• [Exercise requirements]
Since the copy must match the original, write out each record word for word, skipping only the pictures.

• [Records for this task]
>>
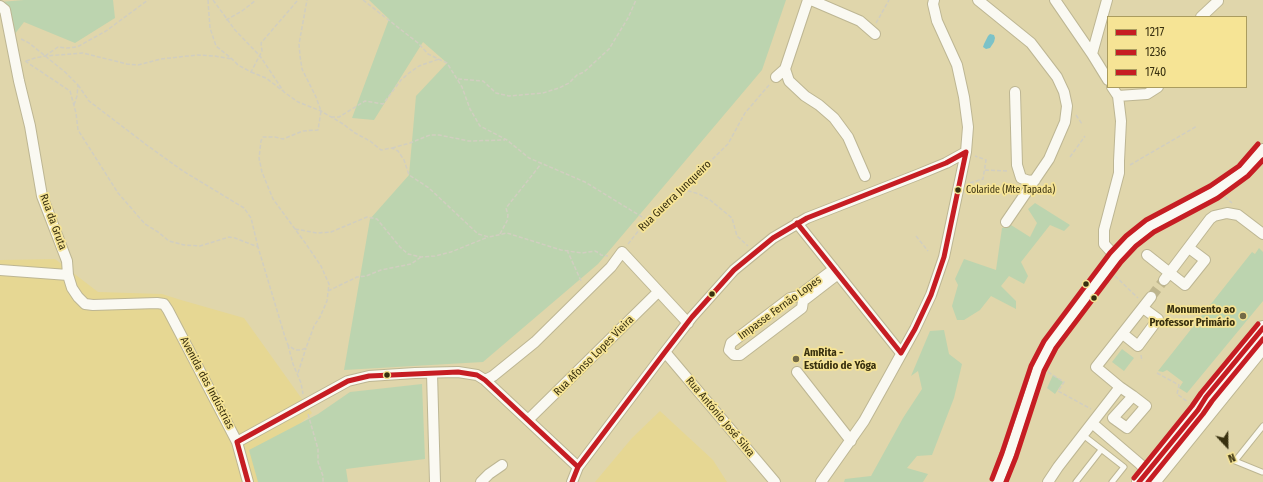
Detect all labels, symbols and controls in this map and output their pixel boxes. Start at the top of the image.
legend [1107,16,1247,88]
text: 1217 [1145,25,1164,39]
text: 1236 [1145,45,1166,59]
text: 1740 [1145,65,1166,79]
street label: Rua Guerra Junqueiro [636,158,714,234]
place label: Colaride (Mte Tapada) [966,184,1055,196]
marker: Colaride (Mte Tapada) [953,185,963,195]
street label: Rua da Gruta [37,192,69,252]
street label: Impasse Fernão Lopes [736,273,824,343]
unlabelled marker [1081,279,1091,289]
unlabelled marker [707,289,717,299]
unlabelled marker [1089,293,1099,303]
place label: Monumento ao Professor Primário [1150,303,1235,329]
marker: Monumento ao Professor Primário [1238,311,1248,321]
street label: Rua Afonso Lopes Vieira [551,313,637,399]
street label: Avenida das Indústrias [177,335,237,431]
place label: AmRita - Estúdio de Yôga [804,346,876,372]
marker: AmRita - Estúdio de Yôga [791,354,801,364]
unlabelled marker [382,370,392,380]
street label: Rua António José Silva [683,374,757,460]
north arrow [1207,426,1247,466]
text: N [1226,450,1237,465]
<<
• [Reply]
Detect all labels, symbols and controls in this map and output their pixel boxes. Start at the top of the image.
legend [1107,16,1247,88]
text: 1217 [1145,25,1164,39]
text: 1236 [1145,45,1166,59]
text: 1740 [1145,65,1166,79]
street label: Rua Guerra Junqueiro [636,158,714,234]
place label: Colaride (Mte Tapada) [966,184,1055,196]
marker: Colaride (Mte Tapada) [953,185,963,195]
street label: Rua da Gruta [37,192,69,252]
street label: Impasse Fernão Lopes [736,273,824,343]
unlabelled marker [1081,279,1091,289]
unlabelled marker [707,289,717,299]
unlabelled marker [1089,293,1099,303]
place label: Monumento ao Professor Primário [1150,303,1235,329]
marker: Monumento ao Professor Primário [1238,311,1248,321]
street label: Rua Afonso Lopes Vieira [551,313,637,399]
street label: Avenida das Indústrias [177,335,237,431]
place label: AmRita - Estúdio de Yôga [804,346,876,372]
marker: AmRita - Estúdio de Yôga [791,354,801,364]
unlabelled marker [382,370,392,380]
street label: Rua António José Silva [683,374,757,460]
north arrow [1207,426,1247,466]
text: N [1226,450,1237,465]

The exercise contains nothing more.